Spark TTL Cleaner Kills

This is more for long windowing operations or very large batch jobs that have to work on enough data to have to flush data to disk (guess where they flush it). For a long time in Spark and still for those of you running a version older than Spark 1.3 you still have to worry about the spark TTL Cleaner which will be removed in 2.0. Why? See https://github.com/apache/spark/pull/10534

Yep you saw that, it can delete data out from under the job. Say you have a 15 minute window that you calculate ever 1 minute and your ttl cleaner is set to 16 minutes, say the job runs long and doesn’t complete till minute 17. Guess what happens? You get fun errors like (see a trend)

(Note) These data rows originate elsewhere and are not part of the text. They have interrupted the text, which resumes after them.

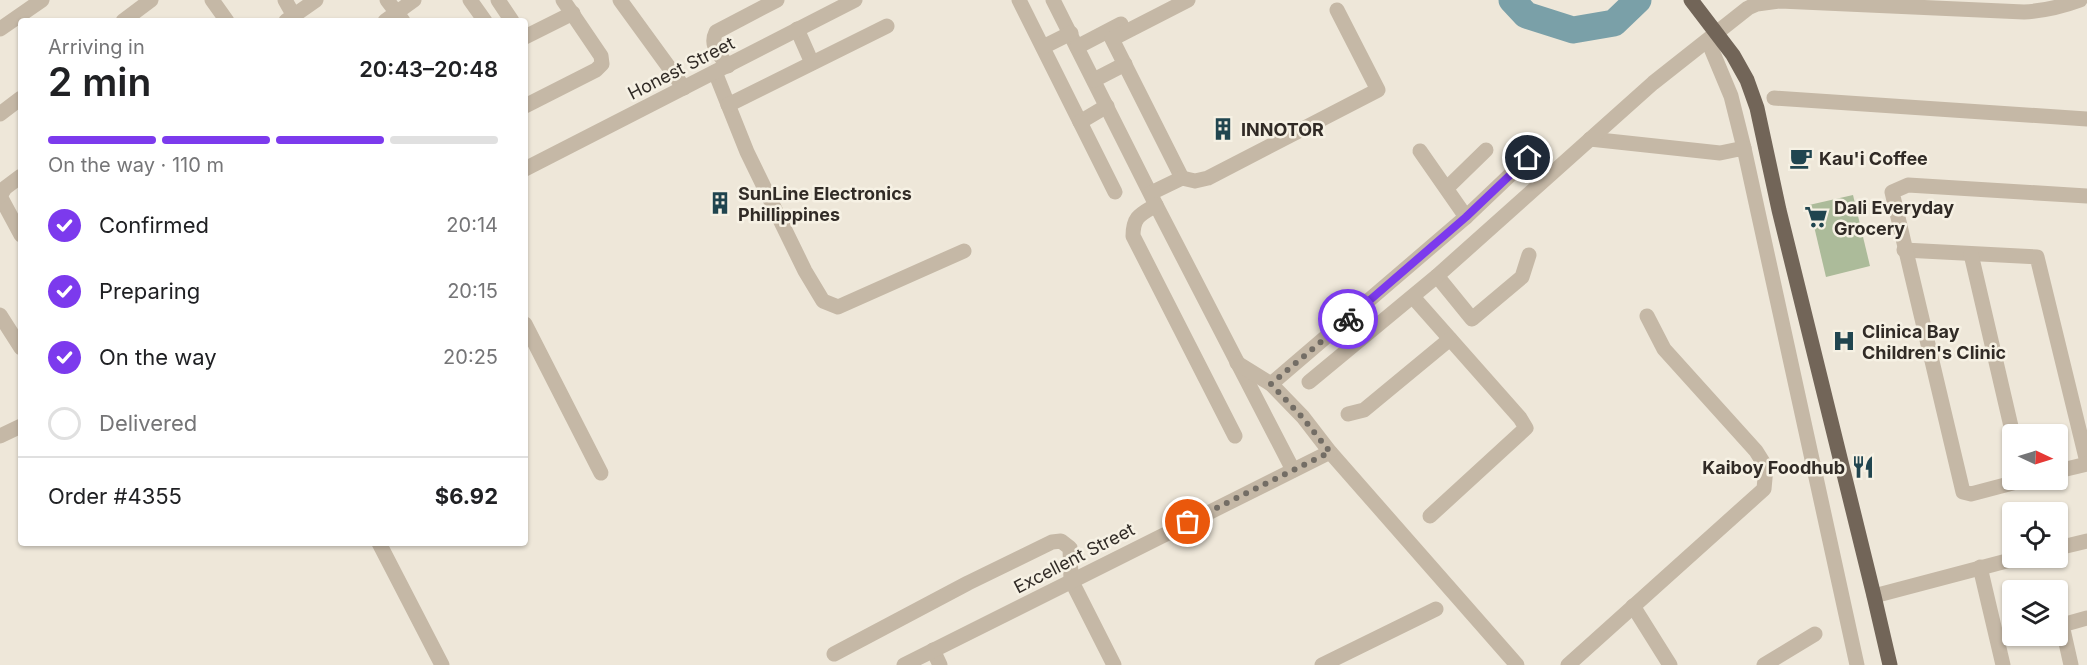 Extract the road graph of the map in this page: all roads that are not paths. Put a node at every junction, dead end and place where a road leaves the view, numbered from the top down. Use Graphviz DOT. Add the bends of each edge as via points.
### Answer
graph roads {
  1 [pos="151,0"];
  2 [pos="212,0"];
  3 [pos="285,0"];
  4 [pos="316,0"];
  5 [pos="387,0"];
  6 [pos="414,0"];
  7 [pos="470,0"];
  8 [pos="498,0"];
  9 [pos="563,0"];
  10 [pos="620,0"];
  11 [pos="777,0"];
  12 [pos="855,0"];
  13 [pos="1019,0"];
  14 [pos="1054,0"];
  15 [pos="1166,0"];
  16 [pos="1188,0"];
  17 [pos="2080,0"];
  18 [pos="34,2"];
  19 [pos="1694,4"];
  20 [pos="1337,10"];
  21 [pos="573,13"];
  22 [pos="127,18"];
  23 [pos="225,18"];
  24 [pos="290,18"];
  25 [pos="395,18"];
  26 [pos="483,18"];
  27 [pos="510,18"];
  28 [pos="887,26"];
  29 [pos="0,29"];
  30 [pos="797,29"];
  31 [pos="528,36"];
  32 [pos="1713,37"];
  33 [pos="1074,40"];
  34 [pos="1043,47"];
  35 [pos="812,63"];
  36 [pos="1125,64"];
  37 [pos="722,69"];
  38 [pos="1094,80"];
  39 [pos="684,88"];
  40 [pos="1774,98"];
  41 [pos="18,100"];
  42 [pos="528,104"];
  43 [pos="728,105"];
  44 [pos="1107,106"];
  45 [pos="0,114"];
  46 [pos="2087,119"];
  47 [pos="1080,122"];
  48 [pos="1590,139"];
  49 [pos="1744,148"];
  50 [pos="1486,150"];
  51 [pos="1420,151"];
  52 [pos="1528,158"];
  53 [pos="528,167"];
  54 [pos="18,178"];
  55 [pos="1182,178"];
  56 [pos="1447,188"];
  57 [pos="1115,192"];
  58 [pos="0,196"];
  59 [pos="2087,196"];
  60 [pos="1154,199"];
  61 [pos="1466,217"];
  62 [pos="18,229"];
  63 [pos="1904,250"];
  64 [pos="964,251"];
  65 [pos="1971,254"];
  66 [pos="1529,255"];
  67 [pos="1437,276"];
  68 [pos="1413,297"];
  69 [pos="0,315"];
  70 [pos="1647,316"];
  71 [pos="528,330"];
  72 [pos="1450,339"];
  73 [pos="18,343"];
  74 [pos="1238,363"];
  75 [pos="1309,382"];
  76 [pos="1271,384"];
  77 [pos="1347,414"];
  78 [pos="2010,424"];
  79 [pos="18,427"];
  80 [pos="0,436"];
  81 [pos="1235,436"];
  82 [pos="1330,452"];
  83 [pos="2087,463"];
  84 [pos="2068,468"];
  85 [pos="1293,470"];
  86 [pos="601,473"];
  87 [pos="2002,486"];
  88 [pos="1430,516"];
  89 [pos="2087,541"];
  90 [pos="381,546"];
  91 [pos="2068,546"];
  92 [pos="2002,562"];
  93 [pos="1980,567"];
  94 [pos="1071,580"];
  95 [pos="1874,596"];
  96 [pos="1633,606"];
  97 [pos="1436,609"];
  98 [pos="2087,618"];
  99 [pos="1815,634"];
  100 [pos="933,650"];
  101 [pos="834,654"];
  102 [pos="442,665"];
  103 [pos="904,665"];
  104 [pos="940,665"];
  105 [pos="1114,665"];
  106 [pos="1323,665"];
  107 [pos="1517,665"];
  108 [pos="1568,665"];
  109 [pos="1670,665"];
  110 [pos="1764,665"];
  111 [pos="1857,665"];
  112 [pos="1890,665"];
  113 [pos="2003,665"];
  114 [pos="2071,665"];
  1 -- 22 [label="street"];
  2 -- 23 [label="street"];
  3 -- 24 [label="street"];
  4 -- 24 [label="street"];
  5 -- 25 [label="street"];
  6 -- 25 [label="street"];
  7 -- 26 [label="street"];
  8 -- 27 [label="street"];
  9 -- 21 [label="street"];
  10 -- 39 [label="street"];
  11 -- 37 [label="street" via="716,32 713,38"];
  12 -- 30 [label="street, Honest Street"];
  13 -- 34 [label="street"];
  14 -- 33 [label="street"];
  15 -- 33 [label="street"];
  16 -- 36 [label="street" via="1112,39"];
  17 -- 32 [label="street" via="2024,12 1770,1 1748,8"];
  18 -- 29 [label="street"];
  19 -- 32 [label="main road"];
  20 -- 55 [label="street" via="1378,90 1208,178"];
  21 -- 31 [label="street"];
  21 -- 42 [label="street" via="601,56 602,64"];
  28 -- 35 [label="street"];
  30 -- 35 [label="street"];
  30 -- 37 [label="street, Honest Street"];
  32 -- 48 [label="street"];
  32 -- 49 [label="street"];
  32 -- 95 [label="main road" via="1747,80 1757,108"];
  33 -- 34 [label="street"];
  33 -- 38 [label="street"];
  34 -- 47 [label="street"];
  35 -- 43 [label="street"];
  36 -- 38 [label="street"];
  36 -- 55 [label="street"];
  37 -- 39 [label="street, Honest Street"];
  37 -- 43 [label="street"];
  38 -- 44 [label="street"];
  39 -- 53 [label="street, Honest Street"];
  40 -- 46 [label="street"];
  41 -- 45 [label="street"];
  43 -- 64 [label="street" via="747,152 823,301 838,307"];
  44 -- 47 [label="street"];
  44 -- 60 [label="street"];
  47 -- 57 [label="street"];
  48 -- 49 [label="street" via="1720,153"];
  48 -- 67 [label="street"];
  49 -- 111 [label="street"];
  50 -- 56 [label="street"];
  51 -- 56 [label="street"];
  52 -- 61 [label="street"];
  54 -- 58 [label="street"];
  55 -- 60 [label="street"];
  56 -- 61 [label="street"];
  58 -- 62 [label="street"];
  59 -- 63 [label="street" via="1908,186 1892,192"];
  60 -- 74 [label="street"];
  60 -- 81 [label="street" via="1138,216 1133,236"];
  61 -- 76 [label="street"];
  63 -- 65 [label="street"];
  63 -- 87 [label="street" via="1963,492 1971,494"];
  65 -- 78 [label="street"];
  65 -- 83 [label="street" via="2037,257"];
  66 -- 67 [label="street" via="1522,277 1472,319"];
  67 -- 68 [label="street"];
  68 -- 72 [label="street"];
  68 -- 75 [label="street"];
  69 -- 73 [label="street"];
  70 -- 96 [label="street" via="1664,349 1766,467 1764,489"];
  71 -- 86 [label="street"];
  72 -- 77 [label="street" via="1364,410"];
  72 -- 88 [label="street" via="1526,428"];
  74 -- 76 [label="street"];
  74 -- 85 [label="street"];
  76 -- 82 [label="street"];
  79 -- 80 [label="street"];
  82 -- 85 [label="street, Excellent Street"];
  82 -- 107 [label="street"];
  83 -- 84 [label="street"];
  85 -- 94 [label="street, Excellent Street"];
  89 -- 91 [label="street"];
  90 -- 102 [label="street"];
  92 -- 93 [label="street"];
  93 -- 95 [label="street"];
  93 -- 113 [label="street"];
  94 -- 100 [label="street, Excellent Street"];
  94 -- 101 [label="street" via="1070,548 1060,541 1052,542"];
  94 -- 105 [label="street"];
  95 -- 112 [label="main road"];
  96 -- 108 [label="street"];
  96 -- 109 [label="street"];
  97 -- 106 [label="street"];
  98 -- 114 [label="street" via="2062,625"];
  99 -- 110 [label="street"];
  100 -- 103 [label="street, Excellent Street"];
  100 -- 104 [label="street"];
}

Caused by: org.apache.spark.SparkException: Job aborted due to stage failure: Task 3967.0:0 failed 4 times, most recent failure: Exception failure in TID 43518 on host ********: java.lang.Exception: Could not compute split, block input-0-1416573258200 not found

Solutions

  1. Just set SPARK_LOCAL_DIRS on standalone and mesos based schedulers and LOCAL_DIRS on YARN based schedulers to point to a different location than the default.
  2. Make sure that location is an SSD and of a large enough size to fit your workload.
  3. Determine what your workloads LOOK like before you deploy them. Shuffle operations aren’t free and this is still distributed computing, if these operations are performance sensitive you should think long and hard about how you have your data partitioned from the get go. You can always do things like The Weather Channel (relevant slide below) and prepartition your data into groups

Summary

Spark is a powerful tool, but it’s far too easy to forget it’s still distributed technology and you still have to think about how you do things, and you may have to break old habits that were probably really slow before on a single computer with 25gb of data, but is unbearable with a 100 nodes and petbaytes of data.